The bank was a small financial services provider in Uganda. As of December 2011, its total asset valuation was approximately US$35.1 million (UGX:85 billion), with shareholders' equity of about US$17.2 million (UGX:41.53 billion). Available reports indicate that the bank broke even in 2011 and began making profits in 2012. Global Trust Bank was evaluating the introduction of Sharia banking in Uganda.

==Ownership==
As of May 2014, Global Trust Bank was 45.3% owned by Nigeria's largest insurance company Industrial and General Insurance Company Plc. (IGI). The remaining 54.7% was owned by four corporate investors, each holding less than 5%, and by eight individual investors, each holding no more than 5% of the bank's issued and authorized share capital.

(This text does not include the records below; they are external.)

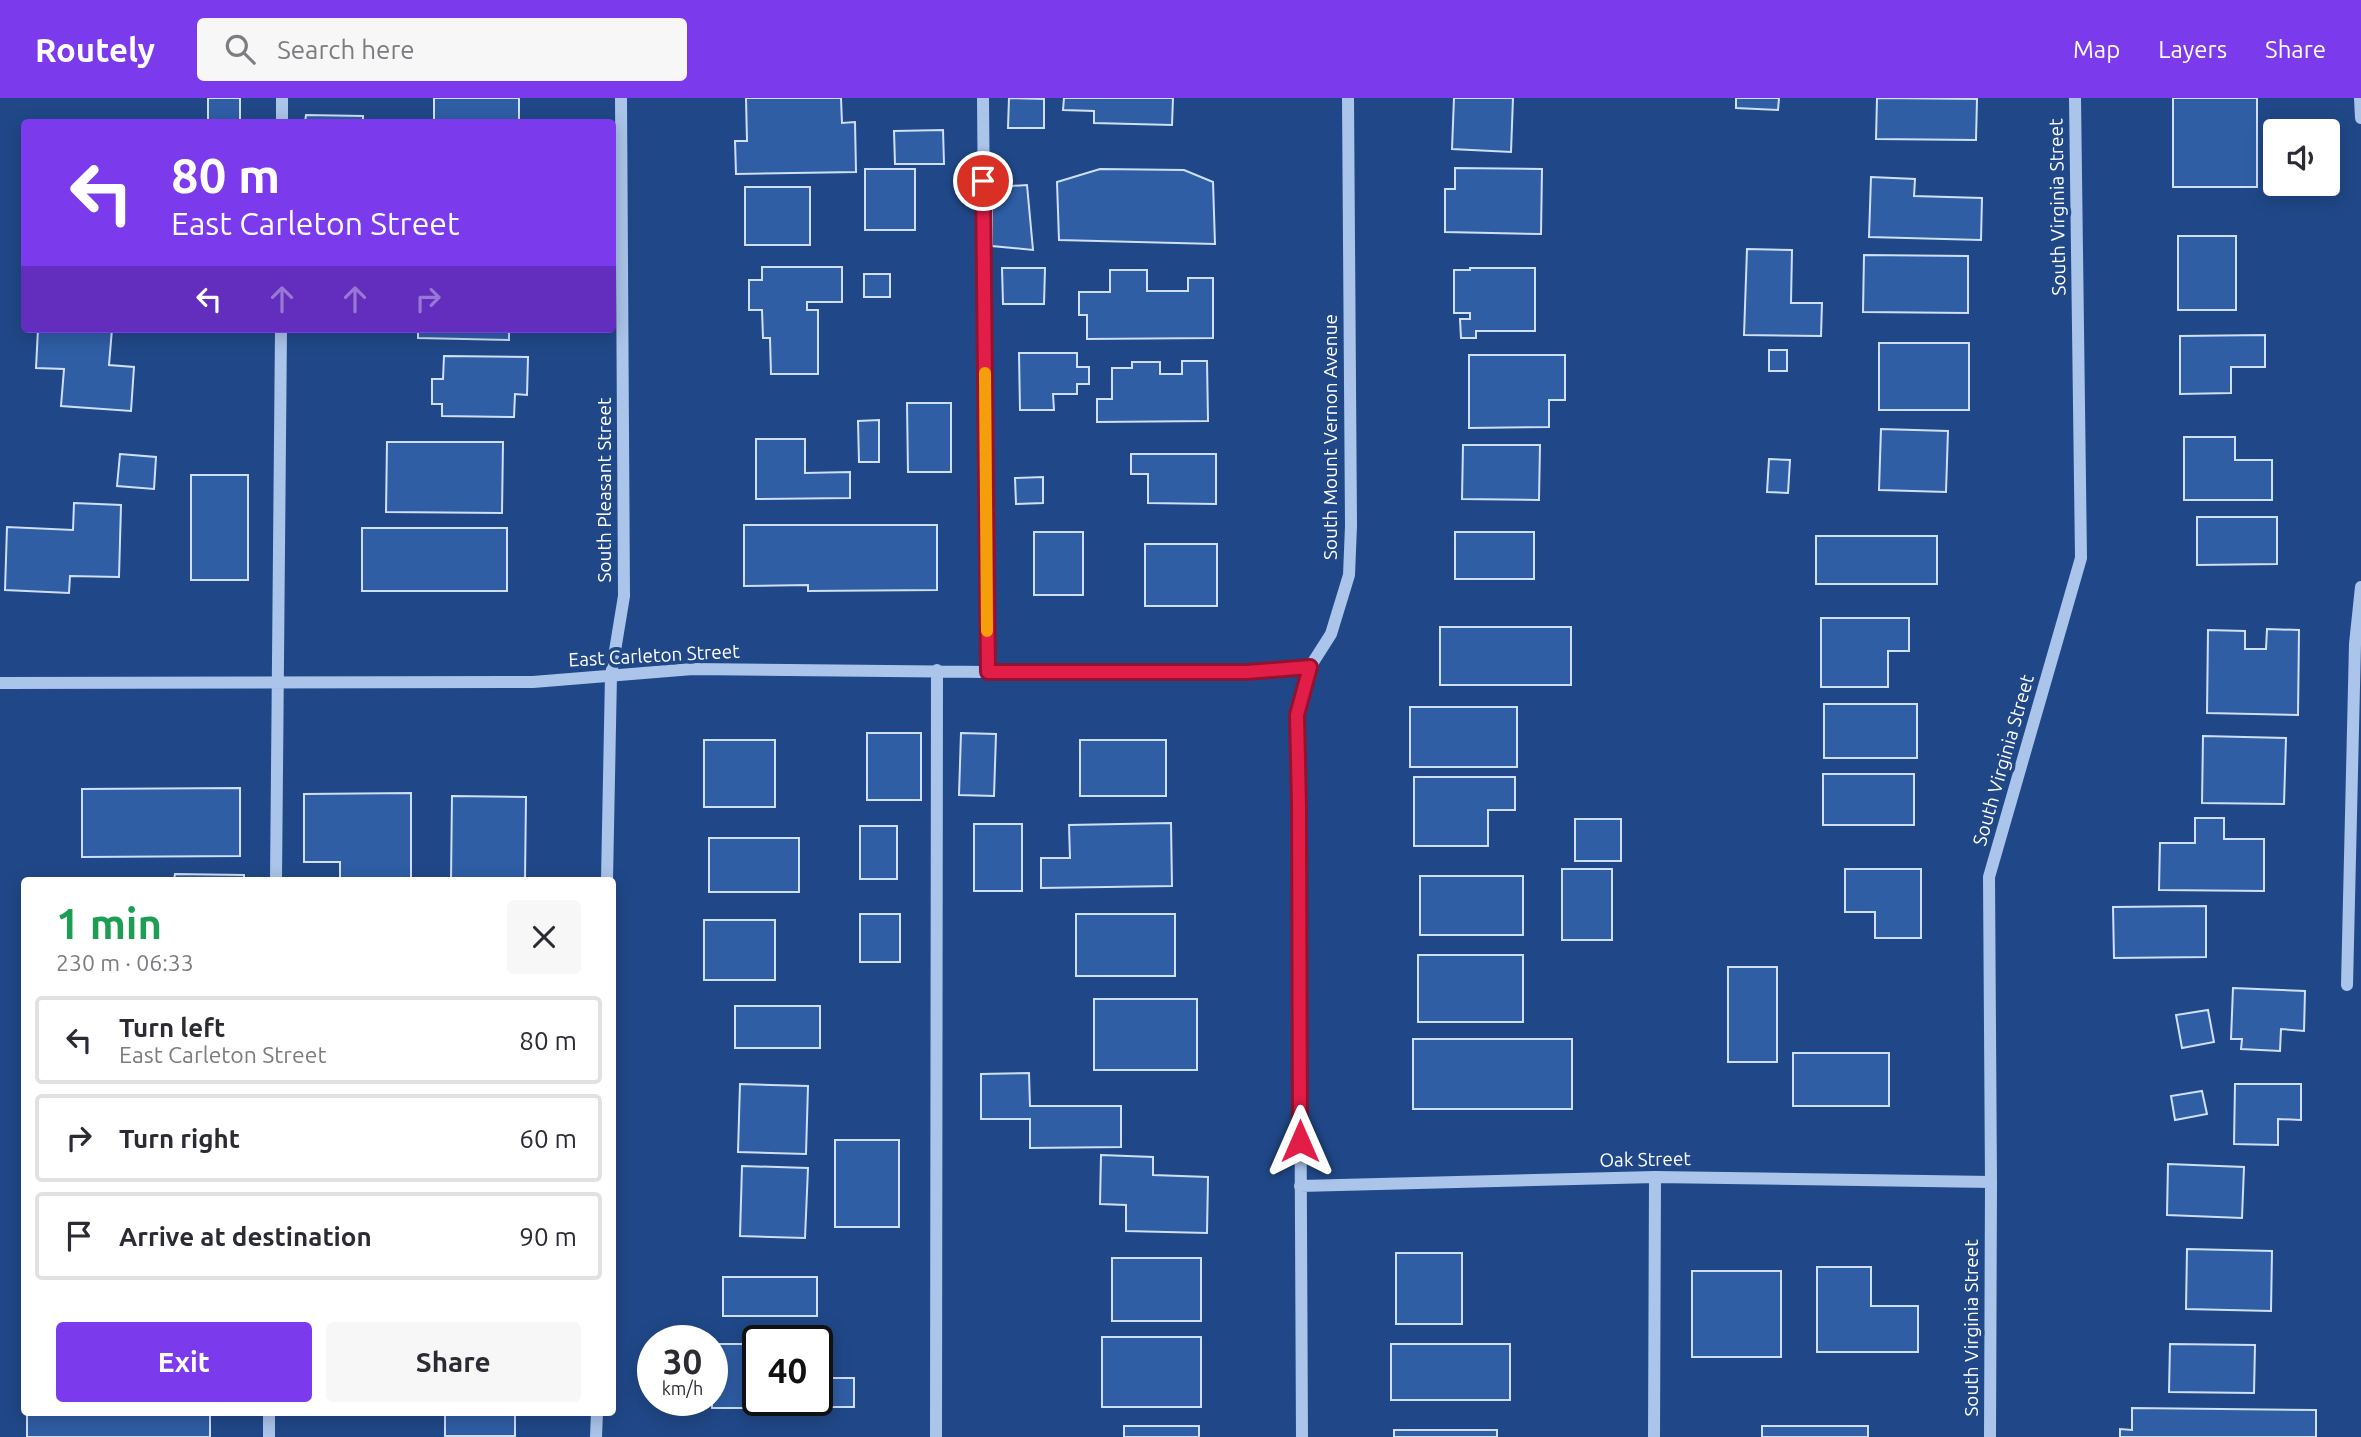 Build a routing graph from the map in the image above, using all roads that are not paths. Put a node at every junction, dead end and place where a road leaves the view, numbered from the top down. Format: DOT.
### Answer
graph roads {
  1 [pos="282,98"];
  2 [pos="621,98"];
  3 [pos="983,98"];
  4 [pos="1348,98"];
  5 [pos="2075,98"];
  6 [pos="2360,98"];
  7 [pos="2361,118"];
  8 [pos="282,119"];
  9 [pos="281,333"];
  10 [pos="2361,586"];
  11 [pos="1310,667"];
  12 [pos="937,670"];
  13 [pos="988,672"];
  14 [pos="611,676"];
  15 [pos="0,683"];
  16 [pos="279,683"];
  17 [pos="276,877"];
  18 [pos="607,877"];
  19 [pos="2347,985"];
  20 [pos="1655,1177"];
  21 [pos="1992,1182"];
  22 [pos="1300,1186"];
  23 [pos="269,1416"];
  24 [pos="597,1416"];
  25 [pos="269,1437"];
  26 [pos="596,1437"];
  27 [pos="936,1437"];
  28 [pos="1302,1437"];
  29 [pos="1654,1437"];
  30 [pos="1990,1437"];
  1 -- 8 [label="street"];
  2 -- 14 [label="street, South Pleasant Street"];
  3 -- 13 [label="street"];
  4 -- 11 [label="street, South Mount Vernon Avenue"];
  5 -- 21 [label="street, South Virginia Street"];
  6 -- 7 [label="street"];
  9 -- 16 [label="street"];
  10 -- 19 [label="street"];
  11 -- 13 [label="street, East Carleton Street"];
  11 -- 22 [label="street, South Mount Vernon Avenue"];
  12 -- 13 [label="street, East Carleton Street"];
  12 -- 14 [label="street, East Carleton Street"];
  12 -- 27 [label="street"];
  14 -- 16 [label="street, East Carleton Street"];
  14 -- 18 [label="street, South Pleasant Street"];
  15 -- 16 [label="street, East Carleton Street"];
  16 -- 17 [label="street"];
  20 -- 21 [label="street, Oak Street"];
  20 -- 22 [label="street, Oak Street"];
  20 -- 29 [label="street"];
  21 -- 30 [label="street, South Virginia Street"];
  22 -- 28 [label="street, South Mount Vernon Avenue"];
  23 -- 25 [label="street"];
  24 -- 26 [label="street"];
} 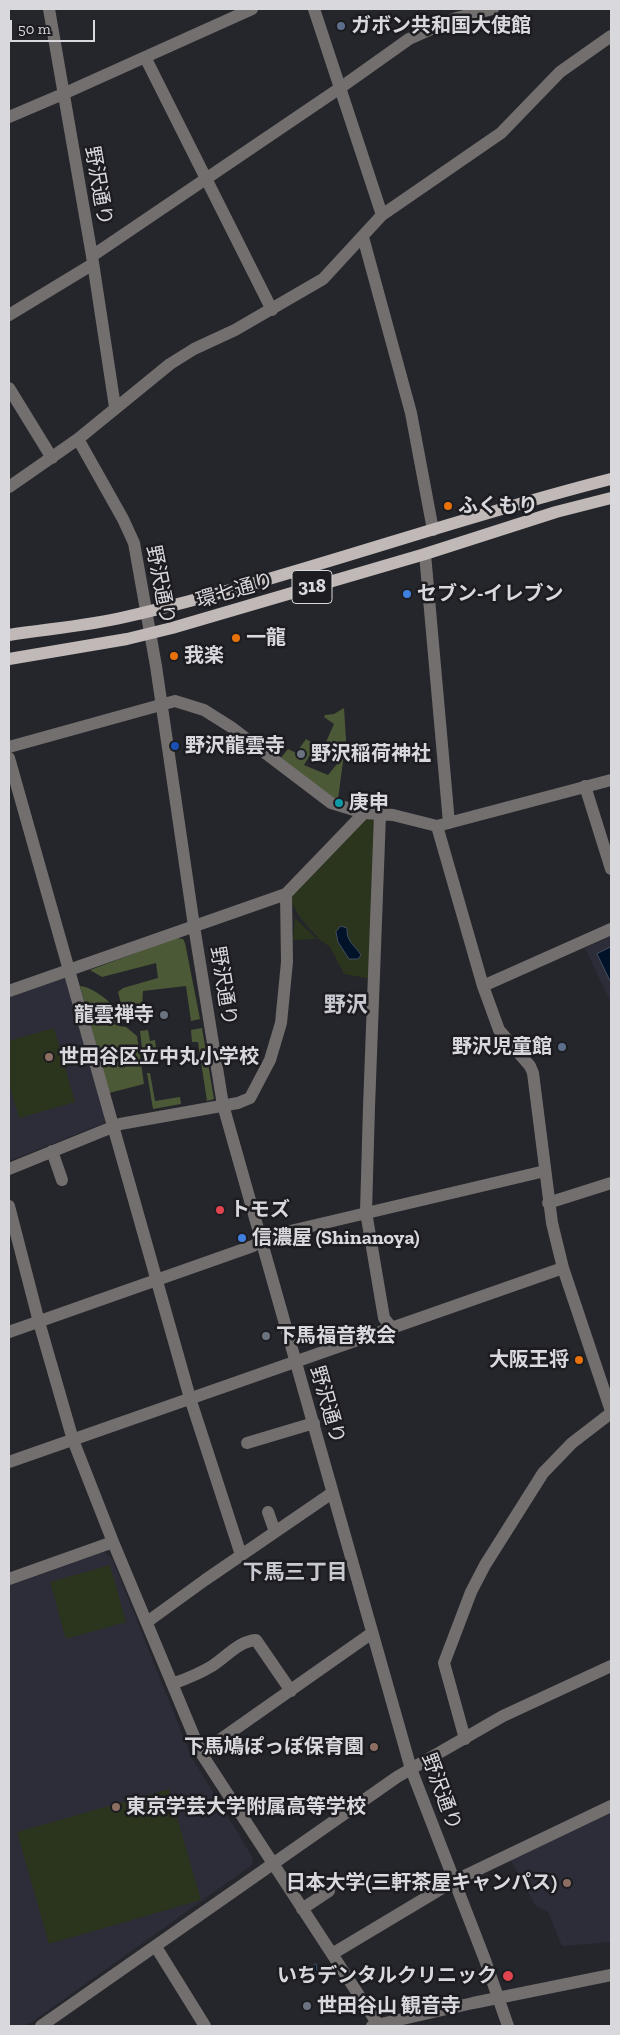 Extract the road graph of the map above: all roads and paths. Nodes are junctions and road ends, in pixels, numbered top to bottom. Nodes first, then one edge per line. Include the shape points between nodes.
1 (49, 9) edge
2 (252, 9) edge
3 (314, 9) edge
4 (493, 9) edge
5 (611, 36) edge
6 (145, 57) junction
7 (340, 88) junction
8 (63, 94) junction
9 (9, 117) edge
10 (205, 178) junction
11 (382, 215) junction
12 (364, 237) junction
13 (92, 260) junction
14 (272, 310) junction
15 (9, 315) edge
16 (9, 388) edge
17 (115, 407) junction
18 (78, 439) junction
19 (52, 458) junction
20 (611, 479) edge
21 (9, 487) edge
22 (611, 498) edge
23 (433, 530) junction
24 (425, 554) junction
25 (148, 611) junction
26 (151, 633) junction
27 (9, 635) edge
28 (9, 659) edge
29 (162, 704) junction
30 (9, 747) edge
31 (9, 758) edge
32 (611, 780) edge
33 (584, 786) junction
34 (364, 813) junction
35 (380, 814) junction
36 (443, 824) junction
37 (611, 869) edge
38 (286, 894) junction
39 (194, 926) junction
40 (611, 929) edge
41 (69, 970) junction
42 (483, 986) junction
43 (9, 991) edge
44 (223, 1105) junction
45 (113, 1127) junction
46 (52, 1151) junction
47 (9, 1169) edge
48 (545, 1171) junction
49 (62, 1180) dead end
50 (611, 1183) edge
51 (548, 1203) junction
52 (9, 1206) edge
53 (366, 1212) junction
54 (261, 1240) junction
55 (563, 1268) junction
56 (157, 1281) junction
57 (39, 1322) junction
58 (392, 1328) junction
59 (9, 1332) edge
60 (295, 1362) junction
61 (190, 1398) junction
62 (611, 1412) edge
63 (314, 1423) junction
64 (73, 1440) junction
65 (247, 1443) dead end
66 (9, 1462) edge
67 (332, 1493) junction
68 (268, 1512) dead end
69 (275, 1532) junction
70 (113, 1542) junction
71 (241, 1555) junction
72 (9, 1579) edge
73 (147, 1622) junction
74 (372, 1633) junction
75 (611, 1666) edge
76 (172, 1684) junction
77 (291, 1691) junction
78 (465, 1739) junction
79 (201, 1753) junction
80 (410, 1769) junction
81 (611, 1806) edge
82 (272, 1863) junction
83 (454, 1881) junction
84 (329, 1891) dead end
85 (302, 1909) junction
86 (156, 1947) junction
87 (332, 1954) junction
88 (611, 1975) edge
89 (498, 1998) junction
90 (41, 2026) edge
91 (205, 2026) edge
92 (376, 2026) edge
93 (508, 2026) edge

1 - 8 street, 野沢通り
2 - 6 street
3 - 7 street
4 - 7 street via 456,18 409,39
5 - 11 street via 560,72 501,133
6 - 8 street
6 - 10 street
7 - 10 street
7 - 11 street
8 - 9 street
8 - 13 street, 野沢通り
10 - 13 street
10 - 14 street
11 - 12 street
12 - 14 street via 323,278
12 - 23 street via 411,413
13 - 15 street
13 - 17 street, 野沢通り
14 - 17 street via 194,349
16 - 19 street
17 - 18 street
18 - 19 street
18 - 25 street, 野沢通り via 134,543
19 - 21 street
20 - 23 main road, 環七通り / 318 via 525,501
22 - 24 main road, 環七通り / 318
23 - 25 main road, 環七通り / 318 via 225,592
24 - 26 main road, 環七通り / 318
24 - 36 street
25 - 26 street, 野沢通り
25 - 27 main road, 環七通り / 318 via 123,618
26 - 28 main road, 環七通り / 318
26 - 29 street, 野沢通り
29 - 30 street
29 - 34 street via 175,701 204,710 331,803
29 - 39 street, 野沢通り
31 - 41 street
32 - 33 street
33 - 36 street
33 - 37 street
34 - 35 street
34 - 38 street
35 - 36 street
35 - 53 street
36 - 42 street
38 - 39 street
38 - 44 street via 287,962 281,1023 250,1098
39 - 41 street
39 - 44 street, 野沢通り
40 - 42 street
41 - 43 street
41 - 45 street
42 - 48 street via 498,1030 530,1066 536,1086
44 - 45 street
44 - 54 street, 野沢通り
45 - 46 street
45 - 56 street
46 - 47 street
46 - 49 street
48 - 51 street
48 - 53 street
50 - 51 street
51 - 55 street
52 - 57 street
53 - 54 street
53 - 58 street via 384,1318
54 - 56 street via 253,1246
54 - 60 street, 野沢通り
55 - 58 street
55 - 62 street
56 - 57 street
56 - 61 street
57 - 59 street
57 - 64 street
58 - 60 street
60 - 61 street
60 - 63 street, 野沢通り
61 - 64 street
61 - 71 street
62 - 78 street via 572,1443 543,1473 471,1592 444,1663
63 - 65 street
63 - 67 street, 野沢通り
64 - 66 street
64 - 70 street
67 - 69 street
67 - 74 street, 野沢通り
68 - 69 street
69 - 71 street
70 - 72 street
70 - 73 street
71 - 73 street
73 - 76 street
74 - 77 street
74 - 80 street, 野沢通り
75 - 78 street via 503,1716
76 - 77 street via 213,1666 247,1640 256,1640
76 - 79 street
77 - 79 street
78 - 80 street
79 - 82 street
80 - 82 street
80 - 83 street, 野沢通り
81 - 83 street
82 - 85 street
82 - 86 street
83 - 87 street
83 - 89 street, 野沢通り
84 - 85 street
85 - 87 street
86 - 90 street
86 - 91 street
87 - 92 street
88 - 89 street
89 - 92 street
89 - 93 street, 野沢通り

Global Trust Bank Stock Ownership
| Rank | Name of Owner | Percentage Ownership |
|---|---|---|
| 1 | Industrial and General Insurance Company (IGI) | 45.3 |
| 2 | Corporate Investors (4) | Under 20.0 |
| 3 | Individual Investors (8) | Under 40.0 |
|  | Total | 100.0 |

- Other than IGI, none of the other corporate and individual shareholders of the Bank held up to 5% of the issued and authorized share capital of the Bank.

==Domestic Branches==
As of May 2014, Global Trust Bank had a network of branches at the following locations:

- Operational branches

1. Busia Branch - 1 Sofia Road, Customs Yard, Busia
2. Butaleja Branch - Butaleja District Headquarters, Butaleja
3. Bwaise Branch - 975-976 Sir Apollo Kaggwa Road, Bwaise, Kampala
4. Entebbe Airport Branch - Entebbe International Airport, Entebbe
5. Head Office - 2A Kampala Road, Kampala (Main Branch)
6. Kibuku Branch - Kibuku District Headquarters, Kibuku
7. Kikuubo Branch - 1st Floor Nabugabo Business Centre, Kampala
8. Malaba Branch - Malaba Customs Building, Malaba
9. Mbarara Branch - 4 Bulemba Road, Mbarara
10. Mbale Branch - 1-3 Manafwa Road, Mbale
11. Mukono Branch - 36 Jinja Road, Mukono
12. Mutukula Branch - Mutukula URA Building, Customs Bond, Mutukula
13. Najjanankumbi Branch - 1032 Block 12 Entebbe Road, Najjanankumbi
14. Nateete Branch - 757 Wakaliga, Nateete, Kampala
15. Nkozi Branch - Uganda Martyrs University Campus, Nkozi
16. Owino Branch - St. Balikuddembe Market, 19 Nakivubo Place, Kampala
17. Paidha Branch - 21 Nebbi- Arua Road, Paidha
18. Pallisa Branch - 8 Kasodo Road, Pallisa
19. Rubirizi District - Rubirizi, Rubirizi District
20. Serere Branch - Serere District Headquarters, Serere
21. Tororo Branch - 11/9 Mbale Road, Tororo

- Branches in development

22. Amuria Branch - Amuria, Amuria District
23. Gulu University Branch - Gulu University Campus, Gulu
24. Kamwenge Branch - Kamwenge, Kamwenge District
25. Kole Branch - Kole, Kole District
26. Zombo Branch - Zombo, Zombo District

==Regional Network==
In January 2009, Global Trust Bank announced plans to expand operations into the neighboring countries of Burundi, Rwanda and South Sudan. In November 2009, the bank announced that it would pivot its focus towards small and medium enterprises (SMEs), using Internet-based and mobile-phone platforms. A reduction in the number of branches was contemplated, but was not implemented. In May 2011, the bank joined "Bankcom Network", a bank switch system that connects the ATMs of member banks. Global Trust Bank was the 8th Ugandan commercial bank to join the Bankcom switch.

==Bank Chief Executive==
In December 2008, Richard Byarugaba, a Ugandan with over 25 years of banking experience, became the first managing director of Global Trust Bank. Prior to becoming director, Byarugaba worked in various capacities at Barclays Bank, Nile Bank Limited, and Standard Chartered Bank. He was Chief Operations Officer at Barclays Bank immediately before joining Global Trust Bank. He had held several board positions at Standard Chartered Bank, Nile Bank, Hospice Africa, Palliative Care Association of Uganda and the Uganda Institute of Banking and Financial Services. Byarugaba is also the former president of the Uganda Institute of Bankers.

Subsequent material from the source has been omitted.